[Dataset entries]
____

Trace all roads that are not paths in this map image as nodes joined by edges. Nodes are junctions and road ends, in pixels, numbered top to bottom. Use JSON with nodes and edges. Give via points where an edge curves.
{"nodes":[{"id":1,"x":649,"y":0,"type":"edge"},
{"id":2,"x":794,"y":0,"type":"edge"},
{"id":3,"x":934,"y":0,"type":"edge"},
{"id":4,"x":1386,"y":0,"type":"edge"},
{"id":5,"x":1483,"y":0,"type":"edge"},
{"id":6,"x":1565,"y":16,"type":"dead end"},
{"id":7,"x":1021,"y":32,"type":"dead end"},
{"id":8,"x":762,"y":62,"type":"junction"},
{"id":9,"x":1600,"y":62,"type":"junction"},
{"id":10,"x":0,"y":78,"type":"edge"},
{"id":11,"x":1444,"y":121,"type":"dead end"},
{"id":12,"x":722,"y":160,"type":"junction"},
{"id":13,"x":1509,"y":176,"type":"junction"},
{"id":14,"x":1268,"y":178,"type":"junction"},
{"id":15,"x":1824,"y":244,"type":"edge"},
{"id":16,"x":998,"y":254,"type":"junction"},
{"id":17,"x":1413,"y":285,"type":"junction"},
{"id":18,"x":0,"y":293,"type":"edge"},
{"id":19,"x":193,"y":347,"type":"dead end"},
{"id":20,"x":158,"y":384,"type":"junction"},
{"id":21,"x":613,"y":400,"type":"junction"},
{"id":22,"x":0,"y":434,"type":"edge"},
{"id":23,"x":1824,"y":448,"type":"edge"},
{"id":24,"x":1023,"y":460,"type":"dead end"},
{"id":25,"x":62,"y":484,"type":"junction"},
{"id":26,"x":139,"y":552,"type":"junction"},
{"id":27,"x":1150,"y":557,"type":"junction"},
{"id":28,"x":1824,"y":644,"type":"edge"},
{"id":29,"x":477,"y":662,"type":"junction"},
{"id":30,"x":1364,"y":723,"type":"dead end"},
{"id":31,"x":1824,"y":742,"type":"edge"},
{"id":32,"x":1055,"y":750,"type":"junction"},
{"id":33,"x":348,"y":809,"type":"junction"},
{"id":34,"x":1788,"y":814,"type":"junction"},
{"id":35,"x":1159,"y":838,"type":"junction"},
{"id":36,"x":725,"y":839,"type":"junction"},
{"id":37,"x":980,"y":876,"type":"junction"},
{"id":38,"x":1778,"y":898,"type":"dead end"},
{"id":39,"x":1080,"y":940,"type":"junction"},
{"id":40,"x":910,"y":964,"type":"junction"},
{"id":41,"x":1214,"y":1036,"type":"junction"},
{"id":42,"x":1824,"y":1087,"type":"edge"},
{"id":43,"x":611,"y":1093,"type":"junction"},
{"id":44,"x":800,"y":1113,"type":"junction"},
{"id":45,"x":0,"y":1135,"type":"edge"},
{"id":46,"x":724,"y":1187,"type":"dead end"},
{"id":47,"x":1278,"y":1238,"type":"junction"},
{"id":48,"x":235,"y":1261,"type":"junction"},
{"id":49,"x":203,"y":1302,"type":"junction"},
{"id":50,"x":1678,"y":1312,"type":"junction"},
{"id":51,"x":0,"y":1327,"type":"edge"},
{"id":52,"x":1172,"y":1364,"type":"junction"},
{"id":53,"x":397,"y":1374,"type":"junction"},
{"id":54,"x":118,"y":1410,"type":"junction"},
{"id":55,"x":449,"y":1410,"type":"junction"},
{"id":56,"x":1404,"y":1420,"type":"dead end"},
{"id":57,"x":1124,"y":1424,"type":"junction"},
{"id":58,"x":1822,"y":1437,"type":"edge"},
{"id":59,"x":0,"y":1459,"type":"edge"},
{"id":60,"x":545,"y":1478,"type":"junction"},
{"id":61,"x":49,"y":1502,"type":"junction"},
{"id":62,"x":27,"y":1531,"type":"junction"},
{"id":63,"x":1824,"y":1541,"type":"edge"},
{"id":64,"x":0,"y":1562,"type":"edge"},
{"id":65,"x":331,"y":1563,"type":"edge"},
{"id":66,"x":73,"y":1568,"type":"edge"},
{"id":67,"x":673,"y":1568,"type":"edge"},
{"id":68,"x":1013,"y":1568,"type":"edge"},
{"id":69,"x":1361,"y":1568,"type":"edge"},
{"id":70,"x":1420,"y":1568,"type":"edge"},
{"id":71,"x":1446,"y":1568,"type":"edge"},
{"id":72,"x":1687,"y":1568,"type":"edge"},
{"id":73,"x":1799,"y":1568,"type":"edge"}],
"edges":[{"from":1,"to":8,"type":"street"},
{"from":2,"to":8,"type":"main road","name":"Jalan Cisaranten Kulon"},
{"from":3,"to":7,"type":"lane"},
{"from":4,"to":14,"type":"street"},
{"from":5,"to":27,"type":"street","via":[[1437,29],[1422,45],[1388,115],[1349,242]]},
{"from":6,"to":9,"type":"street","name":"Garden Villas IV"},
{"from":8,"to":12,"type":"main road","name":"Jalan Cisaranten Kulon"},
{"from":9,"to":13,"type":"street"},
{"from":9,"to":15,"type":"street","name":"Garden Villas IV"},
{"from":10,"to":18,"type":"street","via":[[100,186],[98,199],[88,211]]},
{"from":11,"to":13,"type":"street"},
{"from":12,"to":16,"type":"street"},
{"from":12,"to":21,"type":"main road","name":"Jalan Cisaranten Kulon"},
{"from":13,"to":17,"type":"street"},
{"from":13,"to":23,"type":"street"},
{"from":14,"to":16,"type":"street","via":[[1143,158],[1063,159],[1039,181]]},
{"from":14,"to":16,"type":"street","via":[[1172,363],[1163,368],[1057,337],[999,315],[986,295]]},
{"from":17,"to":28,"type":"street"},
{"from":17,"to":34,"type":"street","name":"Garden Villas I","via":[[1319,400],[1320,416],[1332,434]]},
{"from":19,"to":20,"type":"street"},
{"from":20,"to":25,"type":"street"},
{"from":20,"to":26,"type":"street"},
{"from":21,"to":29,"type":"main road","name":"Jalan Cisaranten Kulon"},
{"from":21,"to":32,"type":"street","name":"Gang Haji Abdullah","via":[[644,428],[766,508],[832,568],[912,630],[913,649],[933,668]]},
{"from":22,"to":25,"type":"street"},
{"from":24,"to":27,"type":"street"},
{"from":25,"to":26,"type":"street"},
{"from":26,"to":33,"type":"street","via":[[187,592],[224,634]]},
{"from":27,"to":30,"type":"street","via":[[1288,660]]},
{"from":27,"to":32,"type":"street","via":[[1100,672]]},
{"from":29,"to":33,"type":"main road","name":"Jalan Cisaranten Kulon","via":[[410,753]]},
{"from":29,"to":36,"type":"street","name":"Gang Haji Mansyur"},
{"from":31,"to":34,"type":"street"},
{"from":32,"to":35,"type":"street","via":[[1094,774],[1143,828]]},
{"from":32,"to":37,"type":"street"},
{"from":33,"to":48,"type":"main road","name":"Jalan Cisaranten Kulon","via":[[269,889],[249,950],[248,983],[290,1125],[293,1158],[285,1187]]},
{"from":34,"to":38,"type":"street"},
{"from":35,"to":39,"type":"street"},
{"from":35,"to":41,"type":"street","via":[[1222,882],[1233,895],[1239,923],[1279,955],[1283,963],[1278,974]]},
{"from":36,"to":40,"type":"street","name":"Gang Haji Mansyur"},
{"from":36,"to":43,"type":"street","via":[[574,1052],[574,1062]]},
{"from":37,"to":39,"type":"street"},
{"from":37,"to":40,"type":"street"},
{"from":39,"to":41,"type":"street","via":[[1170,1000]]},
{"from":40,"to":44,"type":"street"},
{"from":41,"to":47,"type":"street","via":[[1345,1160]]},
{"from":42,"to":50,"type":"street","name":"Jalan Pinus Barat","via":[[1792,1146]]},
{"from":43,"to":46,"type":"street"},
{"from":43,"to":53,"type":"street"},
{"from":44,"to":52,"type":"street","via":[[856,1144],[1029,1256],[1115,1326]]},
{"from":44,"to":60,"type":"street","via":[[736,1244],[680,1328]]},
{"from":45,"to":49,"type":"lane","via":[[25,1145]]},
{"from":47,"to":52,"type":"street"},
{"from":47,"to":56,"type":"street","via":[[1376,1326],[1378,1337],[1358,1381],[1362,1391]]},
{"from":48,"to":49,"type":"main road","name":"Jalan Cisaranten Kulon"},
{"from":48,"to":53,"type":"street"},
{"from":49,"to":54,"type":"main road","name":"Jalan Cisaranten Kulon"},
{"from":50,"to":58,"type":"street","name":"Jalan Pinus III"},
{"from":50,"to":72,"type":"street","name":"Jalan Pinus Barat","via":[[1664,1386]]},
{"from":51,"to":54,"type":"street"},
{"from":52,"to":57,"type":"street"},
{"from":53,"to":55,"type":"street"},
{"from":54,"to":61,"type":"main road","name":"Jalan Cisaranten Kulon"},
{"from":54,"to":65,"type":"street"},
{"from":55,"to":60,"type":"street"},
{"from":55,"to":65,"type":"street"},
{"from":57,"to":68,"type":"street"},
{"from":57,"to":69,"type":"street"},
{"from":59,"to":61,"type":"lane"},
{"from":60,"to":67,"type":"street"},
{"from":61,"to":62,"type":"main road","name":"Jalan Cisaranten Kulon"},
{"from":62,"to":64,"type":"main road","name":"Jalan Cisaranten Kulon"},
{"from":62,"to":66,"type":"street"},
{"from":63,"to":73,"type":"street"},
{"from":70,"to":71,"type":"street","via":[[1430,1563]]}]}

____

Only lines containing the word "nodes" matter here: count them in the entries and give the number, nothing else.

2